● **WHAT THIS TASK INVOLVES**
Where does the word "view" occur in the data below? Copy each line that holds it.

***** EXERCISE DATA

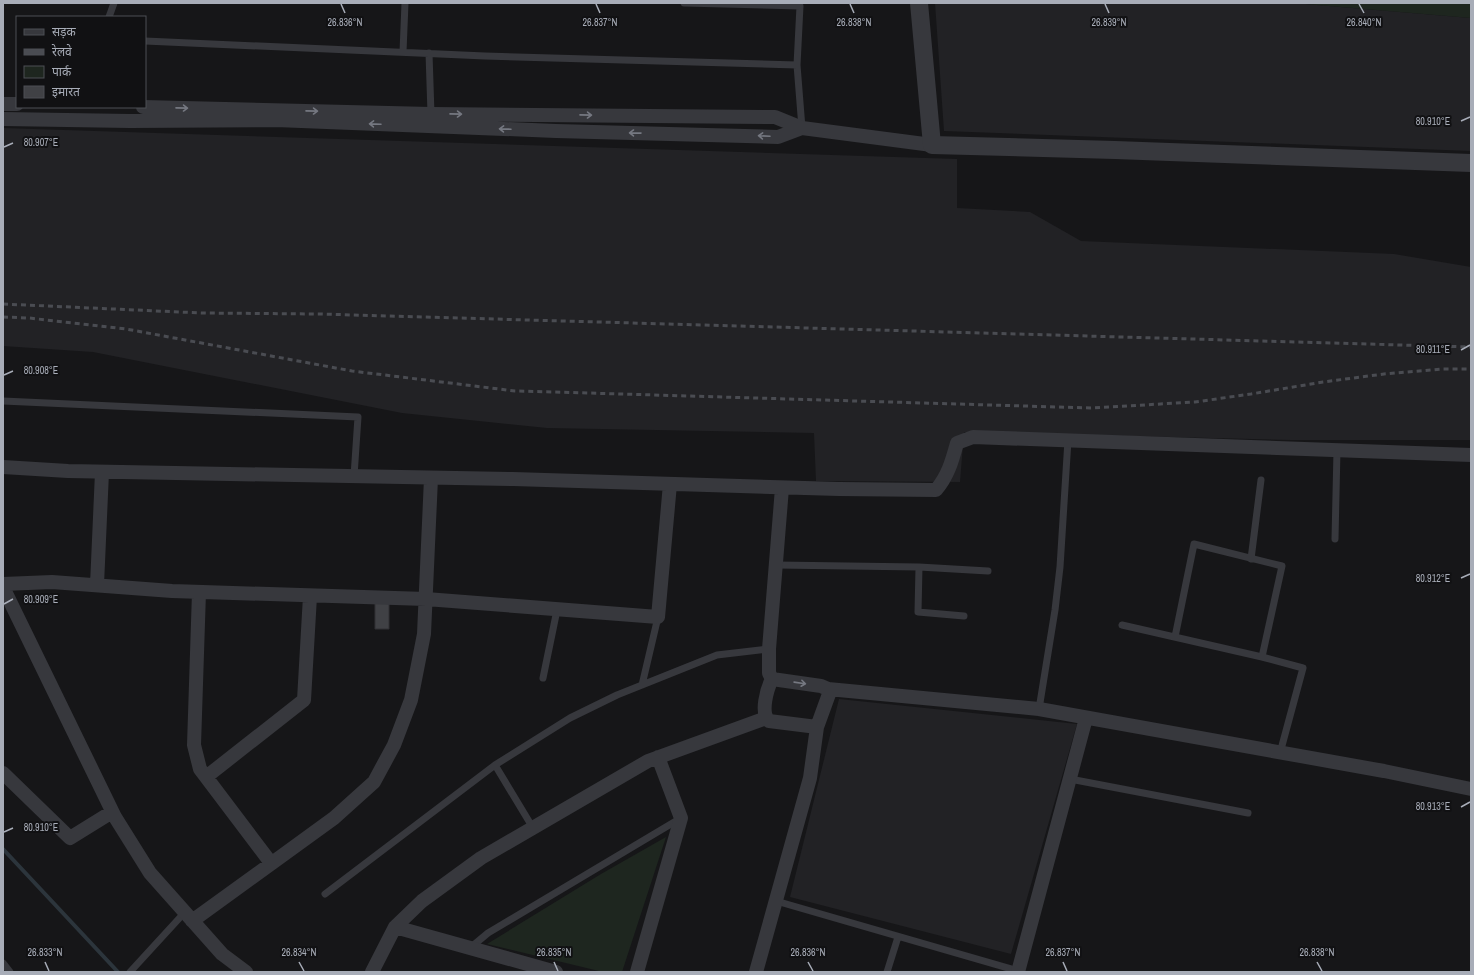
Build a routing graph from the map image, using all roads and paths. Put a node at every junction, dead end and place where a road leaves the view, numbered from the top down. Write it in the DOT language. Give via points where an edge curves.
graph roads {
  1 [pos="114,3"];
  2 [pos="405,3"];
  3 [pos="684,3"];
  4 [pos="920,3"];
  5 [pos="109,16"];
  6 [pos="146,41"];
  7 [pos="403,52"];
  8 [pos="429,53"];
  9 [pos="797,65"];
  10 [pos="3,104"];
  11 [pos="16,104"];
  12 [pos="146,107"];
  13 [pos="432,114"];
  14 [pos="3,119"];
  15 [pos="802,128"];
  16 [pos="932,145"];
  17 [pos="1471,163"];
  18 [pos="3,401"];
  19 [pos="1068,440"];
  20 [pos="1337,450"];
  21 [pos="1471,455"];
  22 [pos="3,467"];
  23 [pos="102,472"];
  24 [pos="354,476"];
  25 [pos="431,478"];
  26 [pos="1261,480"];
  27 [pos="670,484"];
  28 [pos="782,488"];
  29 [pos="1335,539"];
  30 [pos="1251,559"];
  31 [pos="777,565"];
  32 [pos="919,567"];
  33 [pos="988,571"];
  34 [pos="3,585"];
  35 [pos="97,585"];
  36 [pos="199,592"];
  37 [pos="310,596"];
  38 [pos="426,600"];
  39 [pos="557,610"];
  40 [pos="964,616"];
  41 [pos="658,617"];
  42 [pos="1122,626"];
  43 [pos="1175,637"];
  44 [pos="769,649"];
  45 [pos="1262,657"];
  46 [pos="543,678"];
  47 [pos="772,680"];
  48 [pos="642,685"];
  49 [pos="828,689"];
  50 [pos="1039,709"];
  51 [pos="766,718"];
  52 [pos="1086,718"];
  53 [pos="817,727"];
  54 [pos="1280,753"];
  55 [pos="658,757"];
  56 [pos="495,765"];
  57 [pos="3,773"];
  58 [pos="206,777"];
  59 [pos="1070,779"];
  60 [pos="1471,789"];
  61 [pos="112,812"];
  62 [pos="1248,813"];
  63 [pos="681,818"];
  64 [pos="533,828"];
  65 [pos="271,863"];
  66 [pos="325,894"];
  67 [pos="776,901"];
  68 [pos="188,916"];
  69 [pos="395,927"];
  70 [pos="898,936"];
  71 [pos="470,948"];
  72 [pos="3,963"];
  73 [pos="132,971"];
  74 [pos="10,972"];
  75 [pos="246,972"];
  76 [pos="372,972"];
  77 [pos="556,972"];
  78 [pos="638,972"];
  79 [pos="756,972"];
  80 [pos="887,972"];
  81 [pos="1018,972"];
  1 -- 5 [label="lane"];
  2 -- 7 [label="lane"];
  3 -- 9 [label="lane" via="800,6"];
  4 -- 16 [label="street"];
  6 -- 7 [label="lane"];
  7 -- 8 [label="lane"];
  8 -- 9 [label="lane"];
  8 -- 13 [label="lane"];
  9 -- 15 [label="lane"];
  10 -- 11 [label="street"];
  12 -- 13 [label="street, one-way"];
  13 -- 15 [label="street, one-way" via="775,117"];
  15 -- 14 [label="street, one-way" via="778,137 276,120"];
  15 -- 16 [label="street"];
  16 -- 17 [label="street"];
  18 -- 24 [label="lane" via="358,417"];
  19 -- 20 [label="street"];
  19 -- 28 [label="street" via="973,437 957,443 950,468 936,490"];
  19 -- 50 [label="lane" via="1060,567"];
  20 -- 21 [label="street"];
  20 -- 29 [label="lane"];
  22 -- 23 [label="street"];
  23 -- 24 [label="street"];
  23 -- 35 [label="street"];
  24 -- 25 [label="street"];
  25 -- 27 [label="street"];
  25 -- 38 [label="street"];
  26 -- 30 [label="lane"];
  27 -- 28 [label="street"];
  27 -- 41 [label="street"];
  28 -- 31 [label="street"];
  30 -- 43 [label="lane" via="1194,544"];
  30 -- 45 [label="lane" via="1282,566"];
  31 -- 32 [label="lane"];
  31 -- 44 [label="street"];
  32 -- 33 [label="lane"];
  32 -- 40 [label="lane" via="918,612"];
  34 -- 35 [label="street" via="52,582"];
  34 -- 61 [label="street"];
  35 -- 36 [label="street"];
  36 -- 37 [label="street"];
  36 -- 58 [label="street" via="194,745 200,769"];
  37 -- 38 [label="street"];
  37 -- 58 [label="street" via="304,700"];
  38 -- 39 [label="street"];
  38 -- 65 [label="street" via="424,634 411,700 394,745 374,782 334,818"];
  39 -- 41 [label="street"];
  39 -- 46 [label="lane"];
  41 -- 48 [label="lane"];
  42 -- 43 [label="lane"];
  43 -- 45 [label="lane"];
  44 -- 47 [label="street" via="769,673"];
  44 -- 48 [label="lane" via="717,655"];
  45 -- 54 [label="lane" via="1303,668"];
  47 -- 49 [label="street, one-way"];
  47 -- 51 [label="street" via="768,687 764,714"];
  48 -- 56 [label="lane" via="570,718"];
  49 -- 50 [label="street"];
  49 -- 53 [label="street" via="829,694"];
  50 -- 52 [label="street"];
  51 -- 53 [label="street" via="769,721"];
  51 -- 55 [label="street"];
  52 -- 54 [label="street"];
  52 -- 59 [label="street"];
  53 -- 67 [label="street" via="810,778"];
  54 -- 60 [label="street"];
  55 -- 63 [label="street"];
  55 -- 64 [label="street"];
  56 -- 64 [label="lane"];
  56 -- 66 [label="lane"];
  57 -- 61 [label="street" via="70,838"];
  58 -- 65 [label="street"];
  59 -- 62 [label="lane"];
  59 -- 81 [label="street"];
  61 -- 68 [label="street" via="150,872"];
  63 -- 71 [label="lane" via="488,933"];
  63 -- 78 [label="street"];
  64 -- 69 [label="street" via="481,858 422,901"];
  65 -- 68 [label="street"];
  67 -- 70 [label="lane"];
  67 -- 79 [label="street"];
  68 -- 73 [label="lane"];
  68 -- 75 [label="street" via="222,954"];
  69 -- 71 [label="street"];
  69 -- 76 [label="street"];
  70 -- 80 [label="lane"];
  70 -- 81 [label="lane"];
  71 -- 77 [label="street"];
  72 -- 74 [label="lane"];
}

**********
***** EXERCISE DATA

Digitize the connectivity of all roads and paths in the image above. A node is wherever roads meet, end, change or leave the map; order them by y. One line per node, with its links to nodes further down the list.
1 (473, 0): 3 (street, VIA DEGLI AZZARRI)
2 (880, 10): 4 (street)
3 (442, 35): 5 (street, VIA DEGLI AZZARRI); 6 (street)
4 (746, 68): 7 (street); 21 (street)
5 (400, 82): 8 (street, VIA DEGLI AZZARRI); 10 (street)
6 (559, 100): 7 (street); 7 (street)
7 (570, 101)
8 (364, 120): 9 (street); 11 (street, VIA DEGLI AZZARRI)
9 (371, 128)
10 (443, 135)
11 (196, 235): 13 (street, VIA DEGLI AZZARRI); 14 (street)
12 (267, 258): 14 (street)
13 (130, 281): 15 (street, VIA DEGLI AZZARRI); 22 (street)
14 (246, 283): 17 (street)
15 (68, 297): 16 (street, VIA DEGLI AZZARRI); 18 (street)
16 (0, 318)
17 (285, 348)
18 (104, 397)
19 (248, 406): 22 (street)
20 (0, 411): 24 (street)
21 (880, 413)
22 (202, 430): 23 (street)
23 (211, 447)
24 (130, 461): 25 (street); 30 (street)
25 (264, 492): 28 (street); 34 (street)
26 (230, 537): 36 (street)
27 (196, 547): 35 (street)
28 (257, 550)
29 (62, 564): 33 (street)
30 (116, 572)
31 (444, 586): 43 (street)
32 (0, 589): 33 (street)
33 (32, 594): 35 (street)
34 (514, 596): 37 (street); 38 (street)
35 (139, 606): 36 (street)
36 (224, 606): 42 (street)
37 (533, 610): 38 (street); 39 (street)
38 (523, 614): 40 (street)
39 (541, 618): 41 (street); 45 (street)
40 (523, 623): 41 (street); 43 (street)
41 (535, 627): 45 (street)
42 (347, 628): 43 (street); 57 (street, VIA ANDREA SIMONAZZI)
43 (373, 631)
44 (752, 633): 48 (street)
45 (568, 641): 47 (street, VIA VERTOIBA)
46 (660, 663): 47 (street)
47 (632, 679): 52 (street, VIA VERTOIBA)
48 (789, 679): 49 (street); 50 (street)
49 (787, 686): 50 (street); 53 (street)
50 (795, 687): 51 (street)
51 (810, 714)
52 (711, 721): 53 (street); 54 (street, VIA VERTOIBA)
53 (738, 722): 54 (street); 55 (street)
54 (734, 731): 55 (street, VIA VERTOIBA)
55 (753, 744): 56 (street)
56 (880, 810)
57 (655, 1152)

**********
***** EXERCISE DATA

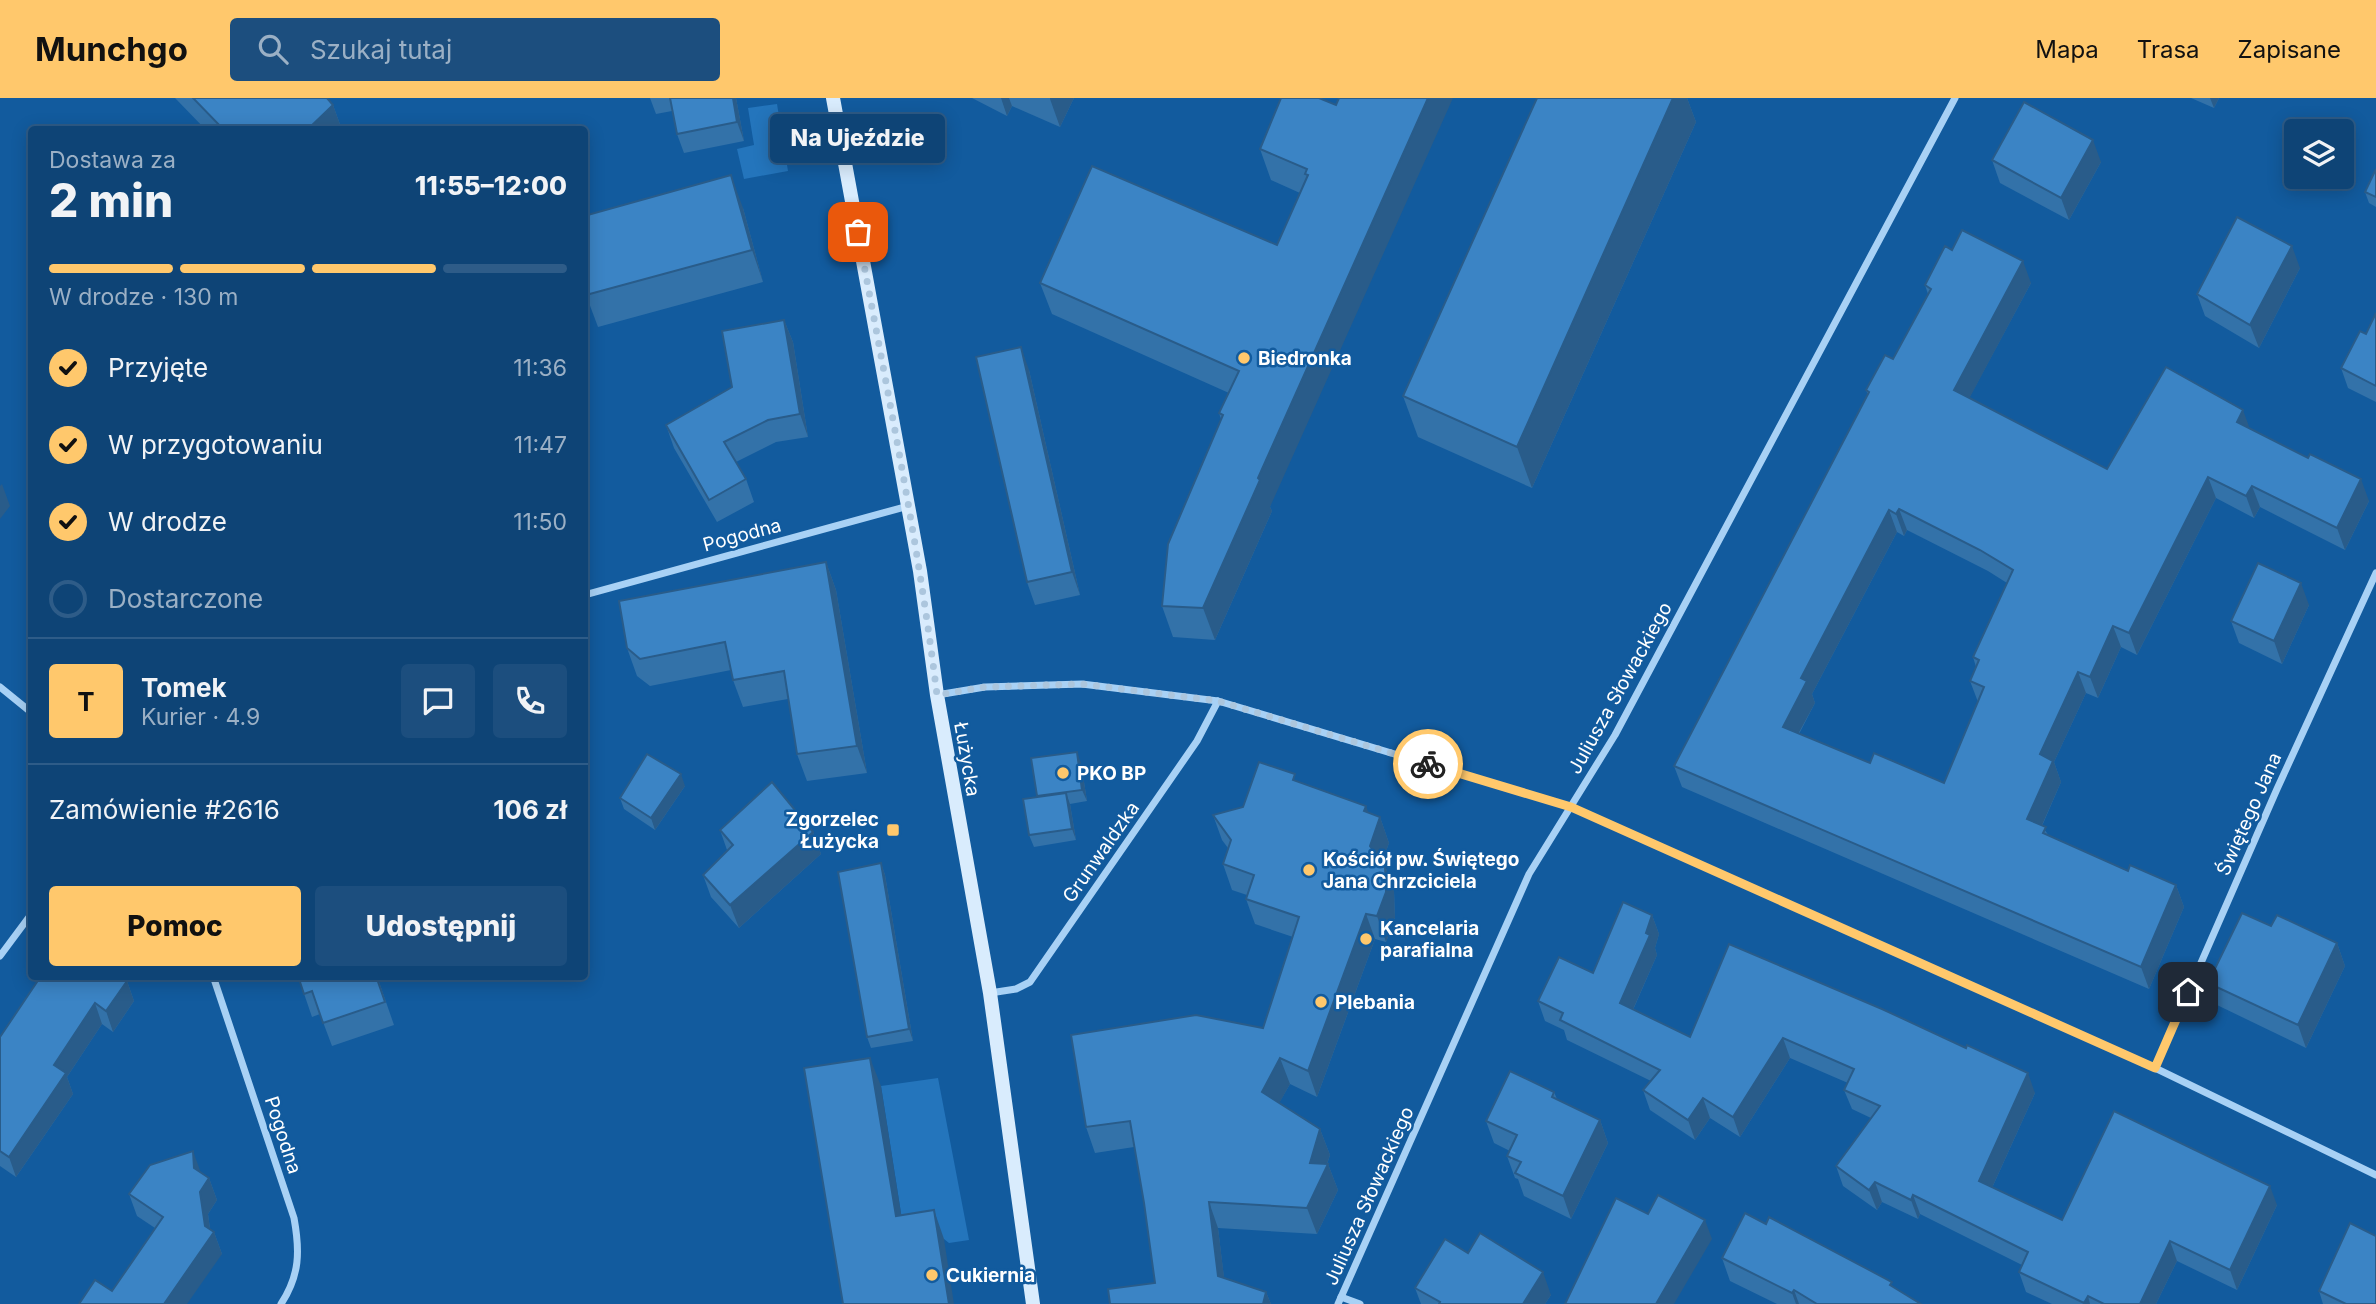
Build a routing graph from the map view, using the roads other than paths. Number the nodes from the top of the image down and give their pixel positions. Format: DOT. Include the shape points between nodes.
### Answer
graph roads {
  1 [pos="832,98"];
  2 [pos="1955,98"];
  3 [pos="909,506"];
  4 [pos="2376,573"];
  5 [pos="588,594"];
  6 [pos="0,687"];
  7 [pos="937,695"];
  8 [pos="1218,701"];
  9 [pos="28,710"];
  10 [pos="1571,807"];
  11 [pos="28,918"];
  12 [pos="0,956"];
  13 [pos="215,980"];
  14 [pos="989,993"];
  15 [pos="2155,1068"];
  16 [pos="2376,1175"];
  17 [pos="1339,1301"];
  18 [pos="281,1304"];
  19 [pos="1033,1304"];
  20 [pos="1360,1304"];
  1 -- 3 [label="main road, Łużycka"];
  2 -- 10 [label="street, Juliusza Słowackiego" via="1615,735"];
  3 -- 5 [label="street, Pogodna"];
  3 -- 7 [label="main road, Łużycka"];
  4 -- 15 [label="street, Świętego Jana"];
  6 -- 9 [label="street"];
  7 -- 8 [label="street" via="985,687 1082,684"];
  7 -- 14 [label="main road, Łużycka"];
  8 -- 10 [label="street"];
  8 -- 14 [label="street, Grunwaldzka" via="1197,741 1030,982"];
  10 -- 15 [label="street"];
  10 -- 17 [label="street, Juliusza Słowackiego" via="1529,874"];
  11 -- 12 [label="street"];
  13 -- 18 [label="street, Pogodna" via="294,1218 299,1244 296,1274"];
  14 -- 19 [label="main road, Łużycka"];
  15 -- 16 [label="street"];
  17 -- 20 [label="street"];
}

**********

● **THE ANSWER**
Build a routing graph from the map image, using all roads and paths. Put a node at every junction, dead end and place where a road leaves the view, numbered from the top down. Write it in the DOT language. Give via points where an edge curves.
Build a routing graph from the map view, using the roads other than paths. Number the nodes from the top of the image down and give their pixel positions. Format: DOT. Include the shape points between nodes.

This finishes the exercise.